======== Data to examine ========
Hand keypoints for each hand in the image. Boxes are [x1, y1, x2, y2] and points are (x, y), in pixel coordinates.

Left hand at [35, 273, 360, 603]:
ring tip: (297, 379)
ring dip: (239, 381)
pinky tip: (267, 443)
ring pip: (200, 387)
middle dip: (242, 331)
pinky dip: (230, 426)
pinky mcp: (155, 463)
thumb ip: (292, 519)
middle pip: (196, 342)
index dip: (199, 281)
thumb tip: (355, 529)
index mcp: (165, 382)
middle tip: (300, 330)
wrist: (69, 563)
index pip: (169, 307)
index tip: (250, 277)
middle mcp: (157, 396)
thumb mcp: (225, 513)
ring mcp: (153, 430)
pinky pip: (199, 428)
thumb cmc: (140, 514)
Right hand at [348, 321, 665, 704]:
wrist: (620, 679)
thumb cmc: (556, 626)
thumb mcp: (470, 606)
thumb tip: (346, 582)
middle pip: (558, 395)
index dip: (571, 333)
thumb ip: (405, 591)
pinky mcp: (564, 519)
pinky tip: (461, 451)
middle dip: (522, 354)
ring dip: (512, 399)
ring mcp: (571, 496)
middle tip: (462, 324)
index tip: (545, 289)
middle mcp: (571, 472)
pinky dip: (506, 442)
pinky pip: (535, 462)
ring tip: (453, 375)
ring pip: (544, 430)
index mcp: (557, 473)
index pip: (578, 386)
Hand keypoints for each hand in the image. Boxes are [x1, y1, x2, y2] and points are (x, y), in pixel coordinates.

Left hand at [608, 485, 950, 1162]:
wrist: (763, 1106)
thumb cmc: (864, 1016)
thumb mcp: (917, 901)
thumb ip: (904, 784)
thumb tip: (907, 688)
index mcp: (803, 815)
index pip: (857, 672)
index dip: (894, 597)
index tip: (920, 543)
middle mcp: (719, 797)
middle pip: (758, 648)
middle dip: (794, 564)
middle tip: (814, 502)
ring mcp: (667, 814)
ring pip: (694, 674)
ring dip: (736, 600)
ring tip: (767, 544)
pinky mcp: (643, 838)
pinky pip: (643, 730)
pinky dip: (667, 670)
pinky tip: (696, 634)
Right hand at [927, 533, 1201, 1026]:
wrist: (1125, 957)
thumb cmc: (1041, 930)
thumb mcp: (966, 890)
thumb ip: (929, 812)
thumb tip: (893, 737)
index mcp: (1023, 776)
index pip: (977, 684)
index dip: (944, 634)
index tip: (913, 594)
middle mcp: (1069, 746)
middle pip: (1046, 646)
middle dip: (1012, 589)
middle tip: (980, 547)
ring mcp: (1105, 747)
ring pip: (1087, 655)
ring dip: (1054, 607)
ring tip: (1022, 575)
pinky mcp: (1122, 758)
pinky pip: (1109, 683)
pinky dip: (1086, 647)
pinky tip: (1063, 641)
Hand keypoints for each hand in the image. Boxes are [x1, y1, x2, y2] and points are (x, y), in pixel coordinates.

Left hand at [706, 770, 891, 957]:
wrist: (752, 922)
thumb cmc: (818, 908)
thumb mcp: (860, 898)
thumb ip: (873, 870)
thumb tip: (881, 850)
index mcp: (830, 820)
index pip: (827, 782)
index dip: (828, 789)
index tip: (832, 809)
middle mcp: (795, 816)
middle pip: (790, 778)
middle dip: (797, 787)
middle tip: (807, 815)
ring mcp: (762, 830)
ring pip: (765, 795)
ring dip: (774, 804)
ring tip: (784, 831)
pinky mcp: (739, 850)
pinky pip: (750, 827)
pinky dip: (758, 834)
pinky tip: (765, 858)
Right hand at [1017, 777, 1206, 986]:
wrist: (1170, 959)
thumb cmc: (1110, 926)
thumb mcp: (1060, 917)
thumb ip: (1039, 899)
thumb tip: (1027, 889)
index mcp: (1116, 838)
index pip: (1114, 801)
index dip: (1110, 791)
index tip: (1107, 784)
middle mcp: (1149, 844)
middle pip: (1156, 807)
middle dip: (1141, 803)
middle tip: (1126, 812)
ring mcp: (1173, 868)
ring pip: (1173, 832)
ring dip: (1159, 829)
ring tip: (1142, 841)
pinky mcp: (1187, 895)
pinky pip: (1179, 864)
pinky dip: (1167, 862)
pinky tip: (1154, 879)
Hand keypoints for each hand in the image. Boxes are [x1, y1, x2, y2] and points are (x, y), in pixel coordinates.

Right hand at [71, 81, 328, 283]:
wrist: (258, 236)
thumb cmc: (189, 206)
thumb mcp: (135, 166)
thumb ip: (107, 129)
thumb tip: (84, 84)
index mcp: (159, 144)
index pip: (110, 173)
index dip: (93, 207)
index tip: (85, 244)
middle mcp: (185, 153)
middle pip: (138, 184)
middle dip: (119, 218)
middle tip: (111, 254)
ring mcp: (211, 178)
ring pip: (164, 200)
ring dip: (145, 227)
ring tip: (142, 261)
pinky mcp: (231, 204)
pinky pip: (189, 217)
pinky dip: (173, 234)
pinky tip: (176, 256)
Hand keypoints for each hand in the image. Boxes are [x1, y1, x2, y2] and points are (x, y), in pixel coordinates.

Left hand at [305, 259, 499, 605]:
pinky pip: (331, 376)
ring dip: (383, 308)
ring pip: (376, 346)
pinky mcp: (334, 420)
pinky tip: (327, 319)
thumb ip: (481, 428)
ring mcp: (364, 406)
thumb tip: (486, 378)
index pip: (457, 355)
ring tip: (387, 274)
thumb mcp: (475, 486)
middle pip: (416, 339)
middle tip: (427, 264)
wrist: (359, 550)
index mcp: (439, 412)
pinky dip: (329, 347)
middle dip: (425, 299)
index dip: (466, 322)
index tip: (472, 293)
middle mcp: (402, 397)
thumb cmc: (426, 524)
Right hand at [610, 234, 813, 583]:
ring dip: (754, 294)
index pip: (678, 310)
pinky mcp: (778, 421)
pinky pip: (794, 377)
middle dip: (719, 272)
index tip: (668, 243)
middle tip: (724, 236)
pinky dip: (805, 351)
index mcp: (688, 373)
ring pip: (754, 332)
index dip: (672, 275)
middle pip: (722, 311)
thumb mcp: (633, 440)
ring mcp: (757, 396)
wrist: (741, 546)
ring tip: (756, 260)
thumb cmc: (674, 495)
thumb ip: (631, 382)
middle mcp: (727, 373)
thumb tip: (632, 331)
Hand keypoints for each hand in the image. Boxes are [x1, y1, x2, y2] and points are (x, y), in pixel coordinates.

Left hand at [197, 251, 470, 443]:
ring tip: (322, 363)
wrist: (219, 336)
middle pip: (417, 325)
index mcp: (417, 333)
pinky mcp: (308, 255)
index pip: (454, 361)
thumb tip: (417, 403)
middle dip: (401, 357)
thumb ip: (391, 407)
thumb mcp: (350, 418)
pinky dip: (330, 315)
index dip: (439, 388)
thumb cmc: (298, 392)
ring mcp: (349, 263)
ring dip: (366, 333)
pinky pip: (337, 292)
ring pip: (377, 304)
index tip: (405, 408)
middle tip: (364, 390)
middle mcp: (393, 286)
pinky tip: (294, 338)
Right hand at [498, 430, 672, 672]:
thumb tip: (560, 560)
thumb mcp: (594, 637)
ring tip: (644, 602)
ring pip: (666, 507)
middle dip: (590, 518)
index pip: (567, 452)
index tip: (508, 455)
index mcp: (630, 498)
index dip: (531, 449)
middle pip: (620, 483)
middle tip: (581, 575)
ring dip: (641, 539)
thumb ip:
========
Problem statement ▸ Your answer should consist only of the lines from the one that holds "ring dip: (366, 333)" to the end of the entries above, both ends included, each repeated exactly.

Response to the exercise ▸
ring dip: (366, 333)
pinky pip: (337, 292)
ring pip: (377, 304)
index tip: (405, 408)
middle tip: (364, 390)
middle mcp: (393, 286)
pinky tip: (294, 338)
Right hand at [498, 430, 672, 672]:
thumb tip: (560, 560)
thumb mcp: (594, 637)
ring tip: (644, 602)
ring pip: (666, 507)
middle dip: (590, 518)
index pip: (567, 452)
index tip: (508, 455)
index mcp: (630, 498)
index dip: (531, 449)
middle pip: (620, 483)
middle tip: (581, 575)
ring dip: (641, 539)
thumb ip:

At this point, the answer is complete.